═════ Source data

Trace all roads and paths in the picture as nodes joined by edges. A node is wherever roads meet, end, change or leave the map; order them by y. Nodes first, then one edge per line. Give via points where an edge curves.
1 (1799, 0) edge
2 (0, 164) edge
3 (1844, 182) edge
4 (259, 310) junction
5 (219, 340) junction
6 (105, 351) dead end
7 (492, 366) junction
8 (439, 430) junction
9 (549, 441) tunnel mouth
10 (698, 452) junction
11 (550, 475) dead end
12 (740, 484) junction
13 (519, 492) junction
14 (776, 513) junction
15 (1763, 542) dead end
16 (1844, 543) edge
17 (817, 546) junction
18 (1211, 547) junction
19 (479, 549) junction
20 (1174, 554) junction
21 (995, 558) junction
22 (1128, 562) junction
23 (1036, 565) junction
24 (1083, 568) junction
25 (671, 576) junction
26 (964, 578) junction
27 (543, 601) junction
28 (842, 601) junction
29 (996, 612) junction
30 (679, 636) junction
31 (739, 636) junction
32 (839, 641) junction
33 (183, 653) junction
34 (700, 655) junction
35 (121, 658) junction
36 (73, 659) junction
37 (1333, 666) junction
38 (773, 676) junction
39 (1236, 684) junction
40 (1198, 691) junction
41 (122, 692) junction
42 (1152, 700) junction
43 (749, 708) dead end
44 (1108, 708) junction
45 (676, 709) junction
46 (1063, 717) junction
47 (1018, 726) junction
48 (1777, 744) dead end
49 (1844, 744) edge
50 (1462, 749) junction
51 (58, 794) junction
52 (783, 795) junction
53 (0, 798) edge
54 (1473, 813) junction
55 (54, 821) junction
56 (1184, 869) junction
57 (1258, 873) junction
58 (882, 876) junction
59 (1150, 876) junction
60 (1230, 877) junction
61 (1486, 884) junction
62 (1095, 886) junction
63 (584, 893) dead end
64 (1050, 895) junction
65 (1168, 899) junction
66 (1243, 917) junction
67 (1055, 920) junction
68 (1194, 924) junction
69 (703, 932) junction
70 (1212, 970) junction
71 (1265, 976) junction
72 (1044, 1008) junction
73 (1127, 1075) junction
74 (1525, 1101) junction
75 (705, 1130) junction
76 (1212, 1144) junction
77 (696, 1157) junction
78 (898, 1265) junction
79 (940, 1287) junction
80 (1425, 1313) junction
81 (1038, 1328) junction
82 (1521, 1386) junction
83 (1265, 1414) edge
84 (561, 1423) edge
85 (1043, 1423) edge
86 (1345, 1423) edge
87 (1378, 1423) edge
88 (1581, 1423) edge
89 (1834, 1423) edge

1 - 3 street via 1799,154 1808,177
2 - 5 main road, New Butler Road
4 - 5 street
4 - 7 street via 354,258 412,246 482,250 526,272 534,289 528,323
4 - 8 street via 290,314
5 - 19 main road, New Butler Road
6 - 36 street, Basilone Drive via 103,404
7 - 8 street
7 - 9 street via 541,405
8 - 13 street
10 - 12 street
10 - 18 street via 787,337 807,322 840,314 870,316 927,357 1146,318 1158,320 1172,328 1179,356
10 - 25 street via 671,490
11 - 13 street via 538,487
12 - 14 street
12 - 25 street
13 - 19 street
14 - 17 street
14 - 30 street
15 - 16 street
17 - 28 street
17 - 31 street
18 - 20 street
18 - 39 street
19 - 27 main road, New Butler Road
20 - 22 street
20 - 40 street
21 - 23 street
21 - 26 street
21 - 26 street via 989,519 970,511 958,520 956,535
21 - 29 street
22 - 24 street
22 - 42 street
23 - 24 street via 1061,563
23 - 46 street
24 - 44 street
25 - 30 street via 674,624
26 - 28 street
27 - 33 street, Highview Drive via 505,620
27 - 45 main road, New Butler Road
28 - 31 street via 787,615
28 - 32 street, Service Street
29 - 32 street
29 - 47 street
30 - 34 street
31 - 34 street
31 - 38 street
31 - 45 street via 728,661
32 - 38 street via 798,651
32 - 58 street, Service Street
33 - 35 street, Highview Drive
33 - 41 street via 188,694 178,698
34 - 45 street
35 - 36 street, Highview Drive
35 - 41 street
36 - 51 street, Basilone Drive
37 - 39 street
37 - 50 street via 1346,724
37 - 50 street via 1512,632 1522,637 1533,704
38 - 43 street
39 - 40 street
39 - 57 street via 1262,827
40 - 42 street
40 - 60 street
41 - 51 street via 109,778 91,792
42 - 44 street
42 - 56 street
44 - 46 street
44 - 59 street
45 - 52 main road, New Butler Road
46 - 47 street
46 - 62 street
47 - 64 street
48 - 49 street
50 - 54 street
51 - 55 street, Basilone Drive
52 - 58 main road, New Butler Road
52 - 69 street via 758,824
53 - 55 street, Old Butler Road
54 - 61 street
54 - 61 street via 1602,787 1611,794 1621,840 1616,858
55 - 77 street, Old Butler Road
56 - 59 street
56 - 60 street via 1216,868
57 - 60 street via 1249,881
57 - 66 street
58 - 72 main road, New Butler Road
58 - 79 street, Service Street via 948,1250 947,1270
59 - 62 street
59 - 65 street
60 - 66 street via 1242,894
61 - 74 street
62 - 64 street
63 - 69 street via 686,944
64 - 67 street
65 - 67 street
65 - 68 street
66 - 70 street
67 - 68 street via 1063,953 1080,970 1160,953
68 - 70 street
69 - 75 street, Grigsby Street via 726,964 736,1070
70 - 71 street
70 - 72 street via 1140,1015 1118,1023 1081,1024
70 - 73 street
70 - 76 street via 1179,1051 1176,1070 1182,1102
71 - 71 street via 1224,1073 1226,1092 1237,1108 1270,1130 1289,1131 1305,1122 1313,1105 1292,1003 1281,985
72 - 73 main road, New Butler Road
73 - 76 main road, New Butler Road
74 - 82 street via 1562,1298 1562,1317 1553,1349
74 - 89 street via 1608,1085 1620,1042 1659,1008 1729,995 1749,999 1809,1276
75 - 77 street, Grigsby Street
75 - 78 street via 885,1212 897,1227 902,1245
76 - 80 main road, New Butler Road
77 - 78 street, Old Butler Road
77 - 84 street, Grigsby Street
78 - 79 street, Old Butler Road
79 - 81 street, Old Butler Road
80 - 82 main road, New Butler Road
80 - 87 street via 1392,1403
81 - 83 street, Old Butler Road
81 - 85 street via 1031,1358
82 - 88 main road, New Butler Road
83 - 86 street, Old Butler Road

══════════

Copy every line of the data above in which the string "main" appears.

2 - 5 main road, New Butler Road
5 - 19 main road, New Butler Road
19 - 27 main road, New Butler Road
27 - 45 main road, New Butler Road
45 - 52 main road, New Butler Road
52 - 58 main road, New Butler Road
58 - 72 main road, New Butler Road
72 - 73 main road, New Butler Road
73 - 76 main road, New Butler Road
76 - 80 main road, New Butler Road
80 - 82 main road, New Butler Road
82 - 88 main road, New Butler Road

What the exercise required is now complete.